Managing Network Health
The Cisco Network Application Performance Analysis solution helps IT managers answer questions such as how a new application will affect the existing infrastructure and other applications and how to control network traffic based on application priority. In addition, when a problem arises, Network Application Performance Analysis tools can visualize the complex interactions between applications and the network, to identify the specific source of a problem. This is especially useful when deploying a new application, such as Cisco TelePresence, on a converged network.
Cisco IOS NetFlow monitors the converged network's performance, tracking usage of applications, peak usage times, traffic routing, security, and other factors of traffic flow.
The Cisco Network Analysis Module (NAM), integrated into Cisco Catalyst 6500 Series Switches as well as Cisco 7600 Series Routers and Cisco integrated services routers, also monitor the operating network with a rich set of data collection and analysis capabilities.

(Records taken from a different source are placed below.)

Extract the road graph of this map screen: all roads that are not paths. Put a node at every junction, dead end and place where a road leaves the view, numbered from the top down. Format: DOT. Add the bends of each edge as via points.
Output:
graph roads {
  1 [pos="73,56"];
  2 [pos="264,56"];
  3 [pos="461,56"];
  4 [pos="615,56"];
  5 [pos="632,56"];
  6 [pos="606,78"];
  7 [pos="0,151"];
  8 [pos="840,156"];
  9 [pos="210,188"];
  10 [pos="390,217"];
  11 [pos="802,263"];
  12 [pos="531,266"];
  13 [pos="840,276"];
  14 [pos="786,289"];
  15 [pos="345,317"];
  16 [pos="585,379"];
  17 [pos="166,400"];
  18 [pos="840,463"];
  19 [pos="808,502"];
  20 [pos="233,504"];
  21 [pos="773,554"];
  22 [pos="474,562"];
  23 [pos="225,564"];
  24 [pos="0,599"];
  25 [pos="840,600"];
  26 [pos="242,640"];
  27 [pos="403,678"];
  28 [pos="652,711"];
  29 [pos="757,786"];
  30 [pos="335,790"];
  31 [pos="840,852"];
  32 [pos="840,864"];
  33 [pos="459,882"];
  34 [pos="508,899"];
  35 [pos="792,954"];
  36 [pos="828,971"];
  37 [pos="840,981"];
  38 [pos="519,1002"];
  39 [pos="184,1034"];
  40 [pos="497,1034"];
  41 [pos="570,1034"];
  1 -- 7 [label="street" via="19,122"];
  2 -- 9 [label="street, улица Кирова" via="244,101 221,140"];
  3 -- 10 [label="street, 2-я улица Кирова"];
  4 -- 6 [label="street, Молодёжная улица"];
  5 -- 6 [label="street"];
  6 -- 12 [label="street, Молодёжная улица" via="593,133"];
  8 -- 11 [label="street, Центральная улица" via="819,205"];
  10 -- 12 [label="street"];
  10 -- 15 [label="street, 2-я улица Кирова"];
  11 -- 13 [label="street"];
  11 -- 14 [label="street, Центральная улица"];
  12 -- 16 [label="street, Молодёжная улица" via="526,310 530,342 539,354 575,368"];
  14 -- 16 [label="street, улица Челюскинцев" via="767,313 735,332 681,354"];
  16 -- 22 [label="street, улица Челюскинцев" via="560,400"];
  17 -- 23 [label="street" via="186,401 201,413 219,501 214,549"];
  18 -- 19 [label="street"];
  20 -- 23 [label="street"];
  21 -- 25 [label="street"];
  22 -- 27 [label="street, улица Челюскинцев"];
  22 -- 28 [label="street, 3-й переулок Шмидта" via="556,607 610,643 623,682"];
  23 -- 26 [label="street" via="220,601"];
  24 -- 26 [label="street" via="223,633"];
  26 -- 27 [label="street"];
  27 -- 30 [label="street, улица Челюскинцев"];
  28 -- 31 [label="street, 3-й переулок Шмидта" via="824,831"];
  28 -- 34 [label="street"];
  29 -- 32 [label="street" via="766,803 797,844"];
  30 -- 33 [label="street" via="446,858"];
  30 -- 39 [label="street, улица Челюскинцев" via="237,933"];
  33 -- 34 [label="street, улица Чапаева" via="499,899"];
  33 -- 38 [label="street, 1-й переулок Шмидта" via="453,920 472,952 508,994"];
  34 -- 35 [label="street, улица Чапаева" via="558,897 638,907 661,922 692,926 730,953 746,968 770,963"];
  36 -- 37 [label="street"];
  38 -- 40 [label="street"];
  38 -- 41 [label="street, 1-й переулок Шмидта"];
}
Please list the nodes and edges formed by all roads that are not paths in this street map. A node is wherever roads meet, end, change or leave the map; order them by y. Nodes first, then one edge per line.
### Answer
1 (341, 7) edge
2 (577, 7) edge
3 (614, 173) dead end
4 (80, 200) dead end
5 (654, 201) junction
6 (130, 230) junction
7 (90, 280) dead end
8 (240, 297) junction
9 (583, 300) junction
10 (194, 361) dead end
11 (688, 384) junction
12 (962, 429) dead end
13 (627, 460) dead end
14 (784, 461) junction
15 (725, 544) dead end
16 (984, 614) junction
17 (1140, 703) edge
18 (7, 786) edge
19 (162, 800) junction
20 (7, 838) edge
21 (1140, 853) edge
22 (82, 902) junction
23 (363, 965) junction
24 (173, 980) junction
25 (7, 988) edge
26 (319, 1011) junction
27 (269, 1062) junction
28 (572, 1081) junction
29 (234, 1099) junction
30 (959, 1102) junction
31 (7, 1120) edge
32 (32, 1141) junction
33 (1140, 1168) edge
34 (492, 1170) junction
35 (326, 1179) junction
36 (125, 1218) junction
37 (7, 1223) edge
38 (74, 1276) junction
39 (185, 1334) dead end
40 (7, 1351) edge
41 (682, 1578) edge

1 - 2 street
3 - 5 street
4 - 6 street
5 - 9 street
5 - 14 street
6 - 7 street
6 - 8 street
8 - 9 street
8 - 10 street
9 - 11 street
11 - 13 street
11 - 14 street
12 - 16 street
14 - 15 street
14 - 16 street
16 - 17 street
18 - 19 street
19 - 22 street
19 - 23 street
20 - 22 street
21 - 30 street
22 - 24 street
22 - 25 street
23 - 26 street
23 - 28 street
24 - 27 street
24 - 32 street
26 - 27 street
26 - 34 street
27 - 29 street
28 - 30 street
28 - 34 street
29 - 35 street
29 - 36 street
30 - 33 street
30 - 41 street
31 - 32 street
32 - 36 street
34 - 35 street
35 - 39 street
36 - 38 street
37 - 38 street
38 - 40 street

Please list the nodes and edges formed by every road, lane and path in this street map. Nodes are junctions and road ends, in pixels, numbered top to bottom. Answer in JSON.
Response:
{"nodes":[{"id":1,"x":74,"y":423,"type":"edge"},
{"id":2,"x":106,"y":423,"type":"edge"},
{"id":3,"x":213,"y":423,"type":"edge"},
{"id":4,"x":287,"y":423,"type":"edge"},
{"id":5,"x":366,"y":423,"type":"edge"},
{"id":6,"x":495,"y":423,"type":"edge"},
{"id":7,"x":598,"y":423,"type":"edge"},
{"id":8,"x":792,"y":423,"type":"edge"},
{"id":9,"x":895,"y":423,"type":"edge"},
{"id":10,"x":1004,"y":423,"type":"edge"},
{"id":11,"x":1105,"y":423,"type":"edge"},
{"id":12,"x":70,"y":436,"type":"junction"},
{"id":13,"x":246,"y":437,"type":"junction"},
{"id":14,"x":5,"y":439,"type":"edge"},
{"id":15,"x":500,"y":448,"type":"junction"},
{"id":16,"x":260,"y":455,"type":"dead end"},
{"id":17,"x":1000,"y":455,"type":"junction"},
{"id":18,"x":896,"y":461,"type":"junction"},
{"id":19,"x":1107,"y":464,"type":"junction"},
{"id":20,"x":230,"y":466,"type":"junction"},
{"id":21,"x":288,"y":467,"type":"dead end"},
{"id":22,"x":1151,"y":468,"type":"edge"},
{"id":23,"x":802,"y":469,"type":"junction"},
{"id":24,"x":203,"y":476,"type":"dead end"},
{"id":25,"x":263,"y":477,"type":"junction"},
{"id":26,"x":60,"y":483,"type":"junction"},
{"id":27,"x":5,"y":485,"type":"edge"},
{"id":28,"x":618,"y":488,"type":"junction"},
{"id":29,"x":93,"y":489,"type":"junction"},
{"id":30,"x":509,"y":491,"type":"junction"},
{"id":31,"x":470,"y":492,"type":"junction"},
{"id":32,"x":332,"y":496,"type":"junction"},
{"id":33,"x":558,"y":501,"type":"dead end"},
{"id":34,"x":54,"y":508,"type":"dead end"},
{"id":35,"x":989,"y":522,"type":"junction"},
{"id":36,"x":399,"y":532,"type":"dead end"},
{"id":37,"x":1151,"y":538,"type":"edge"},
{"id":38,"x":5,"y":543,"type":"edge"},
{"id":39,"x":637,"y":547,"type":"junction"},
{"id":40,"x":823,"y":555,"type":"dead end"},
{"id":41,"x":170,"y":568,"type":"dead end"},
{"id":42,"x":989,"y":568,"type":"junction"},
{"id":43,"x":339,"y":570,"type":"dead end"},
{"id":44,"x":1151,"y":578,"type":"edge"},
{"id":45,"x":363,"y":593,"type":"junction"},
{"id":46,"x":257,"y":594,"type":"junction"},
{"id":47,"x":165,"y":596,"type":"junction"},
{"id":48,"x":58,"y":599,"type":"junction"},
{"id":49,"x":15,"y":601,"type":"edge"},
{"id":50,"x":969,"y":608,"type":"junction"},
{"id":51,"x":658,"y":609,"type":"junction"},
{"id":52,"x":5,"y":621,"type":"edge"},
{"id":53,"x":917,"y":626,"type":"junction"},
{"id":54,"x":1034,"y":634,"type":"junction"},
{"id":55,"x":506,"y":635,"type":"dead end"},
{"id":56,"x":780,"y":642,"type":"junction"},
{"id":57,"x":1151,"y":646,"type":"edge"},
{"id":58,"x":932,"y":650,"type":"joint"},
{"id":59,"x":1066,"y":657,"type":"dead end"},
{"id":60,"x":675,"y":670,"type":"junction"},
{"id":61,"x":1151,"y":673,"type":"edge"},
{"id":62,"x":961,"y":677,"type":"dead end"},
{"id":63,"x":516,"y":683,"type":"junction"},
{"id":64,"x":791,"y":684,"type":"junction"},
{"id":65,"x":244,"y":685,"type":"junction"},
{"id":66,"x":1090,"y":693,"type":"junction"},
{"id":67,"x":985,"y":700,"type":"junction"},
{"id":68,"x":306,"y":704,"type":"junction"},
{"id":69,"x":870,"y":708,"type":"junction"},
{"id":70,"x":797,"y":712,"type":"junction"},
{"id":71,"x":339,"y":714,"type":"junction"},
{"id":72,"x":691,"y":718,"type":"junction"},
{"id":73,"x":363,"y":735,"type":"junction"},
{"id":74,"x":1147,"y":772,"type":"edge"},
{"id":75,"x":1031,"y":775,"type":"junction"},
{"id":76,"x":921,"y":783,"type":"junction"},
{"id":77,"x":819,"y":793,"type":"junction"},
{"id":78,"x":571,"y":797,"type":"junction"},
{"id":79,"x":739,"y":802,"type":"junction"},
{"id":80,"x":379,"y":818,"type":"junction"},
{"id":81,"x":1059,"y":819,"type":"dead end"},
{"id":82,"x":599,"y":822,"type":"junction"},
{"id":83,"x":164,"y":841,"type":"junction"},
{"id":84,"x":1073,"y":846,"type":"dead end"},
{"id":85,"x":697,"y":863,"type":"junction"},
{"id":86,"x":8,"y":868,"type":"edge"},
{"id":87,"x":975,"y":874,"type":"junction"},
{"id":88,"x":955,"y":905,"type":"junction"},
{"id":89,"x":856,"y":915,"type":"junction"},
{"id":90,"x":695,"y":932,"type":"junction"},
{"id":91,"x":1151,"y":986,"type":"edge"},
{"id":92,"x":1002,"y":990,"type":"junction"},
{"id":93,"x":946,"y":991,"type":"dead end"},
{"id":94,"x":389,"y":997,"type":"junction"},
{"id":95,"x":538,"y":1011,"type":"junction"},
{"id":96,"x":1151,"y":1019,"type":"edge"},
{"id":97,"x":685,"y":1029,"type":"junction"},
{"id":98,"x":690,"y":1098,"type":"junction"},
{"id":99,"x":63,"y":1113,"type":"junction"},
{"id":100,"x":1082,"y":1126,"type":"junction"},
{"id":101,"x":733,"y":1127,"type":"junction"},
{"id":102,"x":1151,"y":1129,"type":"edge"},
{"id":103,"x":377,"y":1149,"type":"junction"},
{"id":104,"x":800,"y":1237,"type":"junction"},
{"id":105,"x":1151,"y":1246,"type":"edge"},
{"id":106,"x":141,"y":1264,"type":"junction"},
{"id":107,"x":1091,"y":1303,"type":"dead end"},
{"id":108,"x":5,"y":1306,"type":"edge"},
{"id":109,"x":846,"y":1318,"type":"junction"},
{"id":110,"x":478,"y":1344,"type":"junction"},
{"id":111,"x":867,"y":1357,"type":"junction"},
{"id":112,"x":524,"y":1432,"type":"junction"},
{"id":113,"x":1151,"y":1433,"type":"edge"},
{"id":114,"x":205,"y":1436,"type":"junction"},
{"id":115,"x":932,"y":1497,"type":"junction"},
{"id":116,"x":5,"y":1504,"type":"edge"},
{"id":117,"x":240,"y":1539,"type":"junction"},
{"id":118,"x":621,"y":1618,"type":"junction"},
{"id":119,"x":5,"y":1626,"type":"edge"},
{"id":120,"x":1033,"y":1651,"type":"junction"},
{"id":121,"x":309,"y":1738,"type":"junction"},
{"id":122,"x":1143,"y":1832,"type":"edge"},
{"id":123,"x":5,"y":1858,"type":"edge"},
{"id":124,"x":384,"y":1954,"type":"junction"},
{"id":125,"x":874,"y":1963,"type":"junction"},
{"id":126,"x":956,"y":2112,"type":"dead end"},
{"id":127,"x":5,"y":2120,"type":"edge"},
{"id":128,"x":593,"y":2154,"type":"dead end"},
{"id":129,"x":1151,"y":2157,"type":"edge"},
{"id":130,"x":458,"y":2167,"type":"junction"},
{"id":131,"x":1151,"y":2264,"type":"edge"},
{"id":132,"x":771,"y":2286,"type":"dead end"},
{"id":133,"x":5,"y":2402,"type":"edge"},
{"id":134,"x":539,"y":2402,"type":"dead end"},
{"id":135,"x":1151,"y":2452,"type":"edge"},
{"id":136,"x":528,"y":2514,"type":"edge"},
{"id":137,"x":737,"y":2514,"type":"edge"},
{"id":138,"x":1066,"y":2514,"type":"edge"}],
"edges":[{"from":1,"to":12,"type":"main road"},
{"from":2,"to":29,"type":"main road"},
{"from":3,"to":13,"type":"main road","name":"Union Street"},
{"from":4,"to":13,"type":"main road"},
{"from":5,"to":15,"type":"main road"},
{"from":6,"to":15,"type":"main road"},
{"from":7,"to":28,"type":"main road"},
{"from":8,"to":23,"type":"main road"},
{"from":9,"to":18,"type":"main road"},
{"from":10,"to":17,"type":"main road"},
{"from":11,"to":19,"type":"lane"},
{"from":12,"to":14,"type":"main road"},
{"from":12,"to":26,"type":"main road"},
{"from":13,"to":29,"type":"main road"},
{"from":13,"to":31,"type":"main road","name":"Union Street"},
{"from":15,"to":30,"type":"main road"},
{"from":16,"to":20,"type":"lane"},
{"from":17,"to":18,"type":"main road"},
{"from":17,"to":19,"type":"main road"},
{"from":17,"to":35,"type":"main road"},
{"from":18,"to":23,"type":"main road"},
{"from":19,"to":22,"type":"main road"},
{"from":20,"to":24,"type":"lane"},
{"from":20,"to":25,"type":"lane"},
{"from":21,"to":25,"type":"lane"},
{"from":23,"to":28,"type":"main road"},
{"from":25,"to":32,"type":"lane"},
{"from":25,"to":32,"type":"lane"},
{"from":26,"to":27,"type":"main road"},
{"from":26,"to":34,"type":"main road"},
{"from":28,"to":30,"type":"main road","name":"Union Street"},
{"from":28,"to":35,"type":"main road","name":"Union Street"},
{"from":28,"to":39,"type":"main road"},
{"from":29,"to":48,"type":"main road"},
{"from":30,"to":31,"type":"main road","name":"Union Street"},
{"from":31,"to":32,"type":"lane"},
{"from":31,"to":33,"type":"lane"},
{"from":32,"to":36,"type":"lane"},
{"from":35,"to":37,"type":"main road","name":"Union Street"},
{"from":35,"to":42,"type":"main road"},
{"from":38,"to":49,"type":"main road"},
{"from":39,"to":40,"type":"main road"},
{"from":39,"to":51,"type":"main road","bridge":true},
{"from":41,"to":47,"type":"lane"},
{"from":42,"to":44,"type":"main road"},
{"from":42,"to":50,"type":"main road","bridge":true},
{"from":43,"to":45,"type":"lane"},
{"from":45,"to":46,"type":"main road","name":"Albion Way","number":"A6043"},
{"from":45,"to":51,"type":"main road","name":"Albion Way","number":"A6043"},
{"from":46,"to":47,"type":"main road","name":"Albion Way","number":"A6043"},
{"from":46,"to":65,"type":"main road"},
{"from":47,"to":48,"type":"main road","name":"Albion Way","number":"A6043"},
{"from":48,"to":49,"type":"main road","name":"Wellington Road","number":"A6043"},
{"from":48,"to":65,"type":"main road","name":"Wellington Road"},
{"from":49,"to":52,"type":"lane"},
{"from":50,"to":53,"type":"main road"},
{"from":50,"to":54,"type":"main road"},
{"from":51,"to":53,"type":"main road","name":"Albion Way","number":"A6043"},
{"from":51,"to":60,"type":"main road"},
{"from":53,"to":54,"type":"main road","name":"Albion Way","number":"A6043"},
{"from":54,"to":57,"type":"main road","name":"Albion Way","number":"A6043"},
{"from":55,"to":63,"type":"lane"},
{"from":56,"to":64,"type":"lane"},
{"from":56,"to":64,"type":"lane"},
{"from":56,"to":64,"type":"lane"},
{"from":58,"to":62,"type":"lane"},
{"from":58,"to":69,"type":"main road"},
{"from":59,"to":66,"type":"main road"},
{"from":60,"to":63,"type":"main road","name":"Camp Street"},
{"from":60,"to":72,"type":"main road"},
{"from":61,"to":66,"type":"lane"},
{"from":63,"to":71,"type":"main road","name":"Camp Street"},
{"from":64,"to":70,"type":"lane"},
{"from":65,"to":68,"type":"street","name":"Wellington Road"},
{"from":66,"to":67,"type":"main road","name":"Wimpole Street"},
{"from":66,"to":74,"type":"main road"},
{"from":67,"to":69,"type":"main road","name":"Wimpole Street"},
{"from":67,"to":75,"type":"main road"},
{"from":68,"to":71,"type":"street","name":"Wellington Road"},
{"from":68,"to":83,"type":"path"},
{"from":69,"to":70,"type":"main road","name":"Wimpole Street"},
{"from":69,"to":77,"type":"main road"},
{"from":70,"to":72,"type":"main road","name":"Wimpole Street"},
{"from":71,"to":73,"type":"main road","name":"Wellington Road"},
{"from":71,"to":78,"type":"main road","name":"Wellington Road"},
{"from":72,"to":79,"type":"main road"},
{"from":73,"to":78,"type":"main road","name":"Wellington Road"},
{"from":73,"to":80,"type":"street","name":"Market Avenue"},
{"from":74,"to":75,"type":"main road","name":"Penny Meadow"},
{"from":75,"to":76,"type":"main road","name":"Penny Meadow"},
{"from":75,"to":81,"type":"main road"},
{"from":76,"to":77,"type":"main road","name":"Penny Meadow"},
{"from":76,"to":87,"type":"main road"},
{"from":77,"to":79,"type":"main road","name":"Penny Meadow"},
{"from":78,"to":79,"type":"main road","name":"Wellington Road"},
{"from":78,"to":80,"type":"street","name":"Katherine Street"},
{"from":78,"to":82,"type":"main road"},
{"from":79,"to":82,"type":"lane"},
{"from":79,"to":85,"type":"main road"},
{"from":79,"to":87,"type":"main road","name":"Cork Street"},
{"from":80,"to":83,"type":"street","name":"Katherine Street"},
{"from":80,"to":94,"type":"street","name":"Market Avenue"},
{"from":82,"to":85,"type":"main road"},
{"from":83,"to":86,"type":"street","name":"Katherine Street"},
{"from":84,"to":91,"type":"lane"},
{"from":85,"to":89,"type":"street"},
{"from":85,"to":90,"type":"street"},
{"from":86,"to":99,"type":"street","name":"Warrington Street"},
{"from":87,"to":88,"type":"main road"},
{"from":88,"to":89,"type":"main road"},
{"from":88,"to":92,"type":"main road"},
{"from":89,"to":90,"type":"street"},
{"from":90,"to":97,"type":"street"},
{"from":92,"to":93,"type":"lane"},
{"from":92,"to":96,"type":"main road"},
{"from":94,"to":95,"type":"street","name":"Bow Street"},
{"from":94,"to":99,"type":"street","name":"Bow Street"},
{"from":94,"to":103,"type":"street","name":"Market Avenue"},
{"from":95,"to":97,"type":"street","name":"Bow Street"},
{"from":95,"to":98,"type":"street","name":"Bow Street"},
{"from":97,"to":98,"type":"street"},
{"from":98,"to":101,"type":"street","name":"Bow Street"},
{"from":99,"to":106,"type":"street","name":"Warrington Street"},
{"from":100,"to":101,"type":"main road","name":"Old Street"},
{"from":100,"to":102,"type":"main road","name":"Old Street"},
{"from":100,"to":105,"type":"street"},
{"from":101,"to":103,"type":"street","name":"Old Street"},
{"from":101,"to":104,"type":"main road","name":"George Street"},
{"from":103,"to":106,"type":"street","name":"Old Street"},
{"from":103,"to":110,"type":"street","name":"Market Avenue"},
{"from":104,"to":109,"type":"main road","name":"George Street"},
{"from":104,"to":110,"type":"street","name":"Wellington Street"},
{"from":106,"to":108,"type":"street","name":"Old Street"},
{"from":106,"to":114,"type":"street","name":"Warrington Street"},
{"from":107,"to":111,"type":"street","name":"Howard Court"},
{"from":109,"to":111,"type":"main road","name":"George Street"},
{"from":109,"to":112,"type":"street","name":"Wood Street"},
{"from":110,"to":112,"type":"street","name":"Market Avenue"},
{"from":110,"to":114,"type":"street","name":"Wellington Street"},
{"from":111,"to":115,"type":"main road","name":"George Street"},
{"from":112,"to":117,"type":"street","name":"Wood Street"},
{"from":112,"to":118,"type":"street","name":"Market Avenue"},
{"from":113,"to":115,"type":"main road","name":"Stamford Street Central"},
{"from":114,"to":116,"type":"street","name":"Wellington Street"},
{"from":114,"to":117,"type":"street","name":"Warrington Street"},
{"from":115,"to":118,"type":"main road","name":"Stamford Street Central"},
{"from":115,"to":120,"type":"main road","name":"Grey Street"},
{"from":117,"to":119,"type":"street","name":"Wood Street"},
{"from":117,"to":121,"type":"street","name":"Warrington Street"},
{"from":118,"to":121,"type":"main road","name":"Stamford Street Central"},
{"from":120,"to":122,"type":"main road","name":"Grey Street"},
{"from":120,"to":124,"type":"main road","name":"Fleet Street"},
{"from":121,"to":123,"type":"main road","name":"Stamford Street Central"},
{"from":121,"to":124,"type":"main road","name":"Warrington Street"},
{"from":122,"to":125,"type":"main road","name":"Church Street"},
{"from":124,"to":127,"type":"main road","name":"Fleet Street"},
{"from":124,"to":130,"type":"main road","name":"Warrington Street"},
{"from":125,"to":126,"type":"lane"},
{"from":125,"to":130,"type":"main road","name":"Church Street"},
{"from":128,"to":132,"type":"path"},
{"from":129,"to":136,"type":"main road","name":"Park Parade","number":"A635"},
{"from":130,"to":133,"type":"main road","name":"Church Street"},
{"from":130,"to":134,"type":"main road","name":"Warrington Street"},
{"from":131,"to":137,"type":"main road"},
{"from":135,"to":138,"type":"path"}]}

This enables them to see down to the individual packet level, from inside the router or switch, so your IT personnel can better understand how the network is being used and what the performance is. On the switches and the larger routers, the NAM now supports Encapsulated Remote Switched Port Analyzer, which extends traffic monitoring to remote parts of your network.
Based on the information provided by NetFlow and NAM, the Performance Visibility Manager can set thresholds based on the applications running. This allows it to monitor the performance of applications, for example, Cisco TelePresence, and provide alerts if issues are detected.
An Embedded Event Manager can help automate network management by detecting specific events such as failovers, timers, online diagnostic activities, counters, and application usage and then invoking actions based on custom scripts written by network personnel. An action might be sending an e-mail or page, issuing a command-line interface command, or restarting the switch.
Breadth and depth of network management tools help to ensure satisfactory user experiences with any application, and by enabling greater automation, they ease the role of IT professionals. This is all the more necessary as both the applications and the networks on which they are deployed become more complex.
It Is All About the Experience
Applications are only as good as their delivery. An application that runs slowly or with poor quality will not be useful. Yet applications are the tools with which your enterprise builds productivity. Cisco TelePresence is a new and exciting application that is already delivering benefits for businesses. In terms of the demands applications will make to help ensure user experience, Cisco TelePresence is just the beginning. More applications just as demanding of network capabilities are on the way, and for your business to make use of them, you must be sure your network is ready.
To meet the needs of your business, your network must support the most demanding applications with application intelligence, nonstop communications, integrated security, and ease of management.
Applications such as Cisco TelePresence are all about the experience. Your network delivers the experience. Is your network ready?